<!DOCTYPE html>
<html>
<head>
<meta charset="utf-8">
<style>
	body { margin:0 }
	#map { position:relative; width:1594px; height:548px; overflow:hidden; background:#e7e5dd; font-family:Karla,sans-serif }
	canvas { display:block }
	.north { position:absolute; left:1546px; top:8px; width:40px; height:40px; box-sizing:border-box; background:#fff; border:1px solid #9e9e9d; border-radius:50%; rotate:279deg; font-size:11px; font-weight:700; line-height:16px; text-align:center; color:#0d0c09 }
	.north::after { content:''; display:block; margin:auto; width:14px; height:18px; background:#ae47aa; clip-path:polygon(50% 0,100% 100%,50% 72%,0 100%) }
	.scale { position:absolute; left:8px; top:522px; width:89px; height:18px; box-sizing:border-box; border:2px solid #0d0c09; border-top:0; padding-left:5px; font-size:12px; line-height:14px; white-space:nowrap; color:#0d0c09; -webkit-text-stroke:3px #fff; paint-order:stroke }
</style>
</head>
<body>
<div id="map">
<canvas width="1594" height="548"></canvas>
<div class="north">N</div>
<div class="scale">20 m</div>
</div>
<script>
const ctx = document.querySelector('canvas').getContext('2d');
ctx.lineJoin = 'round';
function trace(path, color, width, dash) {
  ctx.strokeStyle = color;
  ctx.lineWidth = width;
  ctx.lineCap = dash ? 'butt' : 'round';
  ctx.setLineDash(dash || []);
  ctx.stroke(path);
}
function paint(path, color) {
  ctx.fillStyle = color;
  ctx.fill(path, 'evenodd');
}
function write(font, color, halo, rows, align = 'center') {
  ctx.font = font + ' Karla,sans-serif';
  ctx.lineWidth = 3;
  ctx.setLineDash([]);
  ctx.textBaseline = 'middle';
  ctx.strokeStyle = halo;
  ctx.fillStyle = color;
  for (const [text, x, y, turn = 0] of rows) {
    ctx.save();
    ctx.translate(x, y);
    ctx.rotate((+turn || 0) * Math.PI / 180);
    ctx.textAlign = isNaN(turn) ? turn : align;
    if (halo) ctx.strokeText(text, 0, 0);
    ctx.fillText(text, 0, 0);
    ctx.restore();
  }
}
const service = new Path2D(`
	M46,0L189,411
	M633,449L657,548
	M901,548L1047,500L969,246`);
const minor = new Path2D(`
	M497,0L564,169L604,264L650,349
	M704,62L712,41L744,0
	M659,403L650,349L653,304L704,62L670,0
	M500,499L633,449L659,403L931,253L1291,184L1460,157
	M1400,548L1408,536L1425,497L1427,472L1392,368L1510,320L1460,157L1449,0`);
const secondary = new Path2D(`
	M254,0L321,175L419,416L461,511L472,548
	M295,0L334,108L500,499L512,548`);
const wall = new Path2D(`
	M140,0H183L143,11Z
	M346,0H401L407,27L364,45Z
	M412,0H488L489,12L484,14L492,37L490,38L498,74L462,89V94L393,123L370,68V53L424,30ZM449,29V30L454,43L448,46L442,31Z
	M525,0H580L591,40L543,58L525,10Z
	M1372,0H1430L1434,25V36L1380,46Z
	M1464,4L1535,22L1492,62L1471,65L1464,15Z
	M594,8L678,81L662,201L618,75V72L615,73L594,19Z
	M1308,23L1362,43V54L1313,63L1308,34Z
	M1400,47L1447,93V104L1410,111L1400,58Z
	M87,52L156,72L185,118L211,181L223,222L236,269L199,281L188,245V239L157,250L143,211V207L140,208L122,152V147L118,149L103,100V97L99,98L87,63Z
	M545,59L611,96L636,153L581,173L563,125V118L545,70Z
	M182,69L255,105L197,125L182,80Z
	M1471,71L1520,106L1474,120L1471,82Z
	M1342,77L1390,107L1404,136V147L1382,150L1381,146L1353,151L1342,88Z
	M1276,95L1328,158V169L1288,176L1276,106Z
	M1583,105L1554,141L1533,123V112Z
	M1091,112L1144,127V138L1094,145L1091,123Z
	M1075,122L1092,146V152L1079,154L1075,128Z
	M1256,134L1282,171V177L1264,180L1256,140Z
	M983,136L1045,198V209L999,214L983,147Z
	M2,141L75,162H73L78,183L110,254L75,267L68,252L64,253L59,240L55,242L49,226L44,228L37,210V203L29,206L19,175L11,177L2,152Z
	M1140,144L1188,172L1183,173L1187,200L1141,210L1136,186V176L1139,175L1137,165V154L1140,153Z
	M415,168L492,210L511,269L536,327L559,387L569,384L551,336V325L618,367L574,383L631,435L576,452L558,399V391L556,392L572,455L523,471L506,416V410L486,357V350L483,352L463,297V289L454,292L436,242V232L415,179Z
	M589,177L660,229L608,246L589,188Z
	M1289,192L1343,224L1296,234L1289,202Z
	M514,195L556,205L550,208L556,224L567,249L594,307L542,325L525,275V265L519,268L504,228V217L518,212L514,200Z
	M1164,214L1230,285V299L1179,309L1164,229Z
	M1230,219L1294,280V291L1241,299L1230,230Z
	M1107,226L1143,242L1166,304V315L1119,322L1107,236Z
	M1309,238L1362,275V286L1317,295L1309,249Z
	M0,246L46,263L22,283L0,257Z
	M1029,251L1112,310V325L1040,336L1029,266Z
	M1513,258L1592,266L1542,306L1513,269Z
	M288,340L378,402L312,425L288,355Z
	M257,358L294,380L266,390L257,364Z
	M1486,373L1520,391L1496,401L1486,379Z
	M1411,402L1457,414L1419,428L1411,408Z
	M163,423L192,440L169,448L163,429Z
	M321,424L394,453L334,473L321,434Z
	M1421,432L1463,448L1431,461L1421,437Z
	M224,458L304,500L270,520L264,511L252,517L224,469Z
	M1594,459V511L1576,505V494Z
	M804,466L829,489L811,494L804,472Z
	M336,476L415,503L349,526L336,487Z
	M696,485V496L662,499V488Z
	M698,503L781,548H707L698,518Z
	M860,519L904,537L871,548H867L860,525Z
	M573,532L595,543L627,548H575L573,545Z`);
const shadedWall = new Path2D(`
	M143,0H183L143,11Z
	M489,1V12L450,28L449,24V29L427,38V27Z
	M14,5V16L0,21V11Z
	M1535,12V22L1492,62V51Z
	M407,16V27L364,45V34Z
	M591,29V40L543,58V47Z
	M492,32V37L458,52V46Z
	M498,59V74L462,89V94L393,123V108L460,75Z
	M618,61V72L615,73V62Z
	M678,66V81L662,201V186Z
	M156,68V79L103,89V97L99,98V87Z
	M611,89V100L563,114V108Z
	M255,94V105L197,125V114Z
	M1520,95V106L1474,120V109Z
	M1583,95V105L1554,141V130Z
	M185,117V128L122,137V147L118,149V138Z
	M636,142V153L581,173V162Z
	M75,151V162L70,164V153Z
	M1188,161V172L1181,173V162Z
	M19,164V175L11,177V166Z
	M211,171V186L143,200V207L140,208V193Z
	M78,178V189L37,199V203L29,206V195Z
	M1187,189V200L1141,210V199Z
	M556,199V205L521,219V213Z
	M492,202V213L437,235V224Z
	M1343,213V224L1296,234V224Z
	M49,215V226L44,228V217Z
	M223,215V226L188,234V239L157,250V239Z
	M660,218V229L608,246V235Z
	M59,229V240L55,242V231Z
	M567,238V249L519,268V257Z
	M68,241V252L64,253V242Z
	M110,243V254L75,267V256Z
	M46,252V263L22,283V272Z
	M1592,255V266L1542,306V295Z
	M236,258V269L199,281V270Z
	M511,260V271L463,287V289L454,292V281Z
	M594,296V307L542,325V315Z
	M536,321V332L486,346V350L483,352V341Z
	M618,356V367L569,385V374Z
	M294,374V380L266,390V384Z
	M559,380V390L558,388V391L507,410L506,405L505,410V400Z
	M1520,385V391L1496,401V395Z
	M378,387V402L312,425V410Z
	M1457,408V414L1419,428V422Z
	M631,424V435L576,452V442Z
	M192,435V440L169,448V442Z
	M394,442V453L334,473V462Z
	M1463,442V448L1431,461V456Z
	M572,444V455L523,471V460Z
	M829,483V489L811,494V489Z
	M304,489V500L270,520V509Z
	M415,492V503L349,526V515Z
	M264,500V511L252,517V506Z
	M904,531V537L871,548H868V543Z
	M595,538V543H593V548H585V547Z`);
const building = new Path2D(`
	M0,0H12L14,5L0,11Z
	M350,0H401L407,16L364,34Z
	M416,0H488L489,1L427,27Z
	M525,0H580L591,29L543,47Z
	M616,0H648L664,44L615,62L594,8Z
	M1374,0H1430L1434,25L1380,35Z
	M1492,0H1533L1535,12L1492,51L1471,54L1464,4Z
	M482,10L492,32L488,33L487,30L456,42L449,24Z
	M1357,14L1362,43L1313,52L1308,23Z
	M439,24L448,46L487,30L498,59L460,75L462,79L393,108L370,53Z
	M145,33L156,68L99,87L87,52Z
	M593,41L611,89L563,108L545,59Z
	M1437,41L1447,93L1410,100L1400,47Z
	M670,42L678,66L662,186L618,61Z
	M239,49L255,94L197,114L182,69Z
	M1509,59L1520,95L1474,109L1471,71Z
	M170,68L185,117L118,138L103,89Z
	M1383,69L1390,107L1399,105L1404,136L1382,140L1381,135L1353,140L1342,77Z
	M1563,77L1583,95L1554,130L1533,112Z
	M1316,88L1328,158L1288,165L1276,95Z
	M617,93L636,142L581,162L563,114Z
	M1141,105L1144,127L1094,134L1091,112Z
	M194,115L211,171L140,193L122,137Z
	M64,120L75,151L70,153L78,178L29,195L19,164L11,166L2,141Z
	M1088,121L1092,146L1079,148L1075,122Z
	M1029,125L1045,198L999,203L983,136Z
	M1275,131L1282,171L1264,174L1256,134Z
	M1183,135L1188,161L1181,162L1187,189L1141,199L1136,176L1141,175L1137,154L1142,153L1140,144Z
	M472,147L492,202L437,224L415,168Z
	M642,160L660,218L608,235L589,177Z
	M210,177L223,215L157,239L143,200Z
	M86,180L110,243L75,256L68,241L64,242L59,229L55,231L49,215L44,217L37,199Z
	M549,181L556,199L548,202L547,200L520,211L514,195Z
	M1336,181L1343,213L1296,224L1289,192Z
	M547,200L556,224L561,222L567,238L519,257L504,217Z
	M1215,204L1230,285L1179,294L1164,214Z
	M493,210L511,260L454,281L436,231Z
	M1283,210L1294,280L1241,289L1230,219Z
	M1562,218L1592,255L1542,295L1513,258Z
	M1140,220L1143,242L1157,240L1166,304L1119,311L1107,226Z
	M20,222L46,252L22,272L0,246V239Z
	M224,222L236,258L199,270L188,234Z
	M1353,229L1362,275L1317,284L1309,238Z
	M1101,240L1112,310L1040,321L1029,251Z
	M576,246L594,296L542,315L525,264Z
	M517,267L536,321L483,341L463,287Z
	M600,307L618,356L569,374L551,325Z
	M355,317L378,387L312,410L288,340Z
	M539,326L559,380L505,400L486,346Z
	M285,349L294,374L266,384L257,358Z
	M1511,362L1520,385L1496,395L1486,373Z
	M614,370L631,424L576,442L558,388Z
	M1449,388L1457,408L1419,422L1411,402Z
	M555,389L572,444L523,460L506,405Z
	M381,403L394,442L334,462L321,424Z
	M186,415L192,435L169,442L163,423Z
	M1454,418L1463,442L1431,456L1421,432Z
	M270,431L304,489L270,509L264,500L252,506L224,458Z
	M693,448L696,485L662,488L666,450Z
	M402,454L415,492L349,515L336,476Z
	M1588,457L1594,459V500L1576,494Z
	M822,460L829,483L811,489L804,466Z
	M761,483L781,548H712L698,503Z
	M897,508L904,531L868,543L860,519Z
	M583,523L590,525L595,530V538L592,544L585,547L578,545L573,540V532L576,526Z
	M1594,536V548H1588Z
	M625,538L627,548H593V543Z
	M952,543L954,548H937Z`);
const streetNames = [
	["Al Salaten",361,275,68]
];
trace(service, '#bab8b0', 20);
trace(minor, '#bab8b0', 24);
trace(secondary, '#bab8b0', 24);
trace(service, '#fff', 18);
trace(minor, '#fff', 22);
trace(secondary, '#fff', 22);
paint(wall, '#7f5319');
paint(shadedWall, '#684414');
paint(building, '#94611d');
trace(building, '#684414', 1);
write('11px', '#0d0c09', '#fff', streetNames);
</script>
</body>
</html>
· · · · ·
* **TASK**:
Lines with the string "halo": pick each one out of the material and return it.

* **EXERCISE RESPONSE**:
function write(font, color, halo, rows, align = 'center') {
  ctx.strokeStyle = halo;
    if (halo) ctx.strokeText(text, 0, 0);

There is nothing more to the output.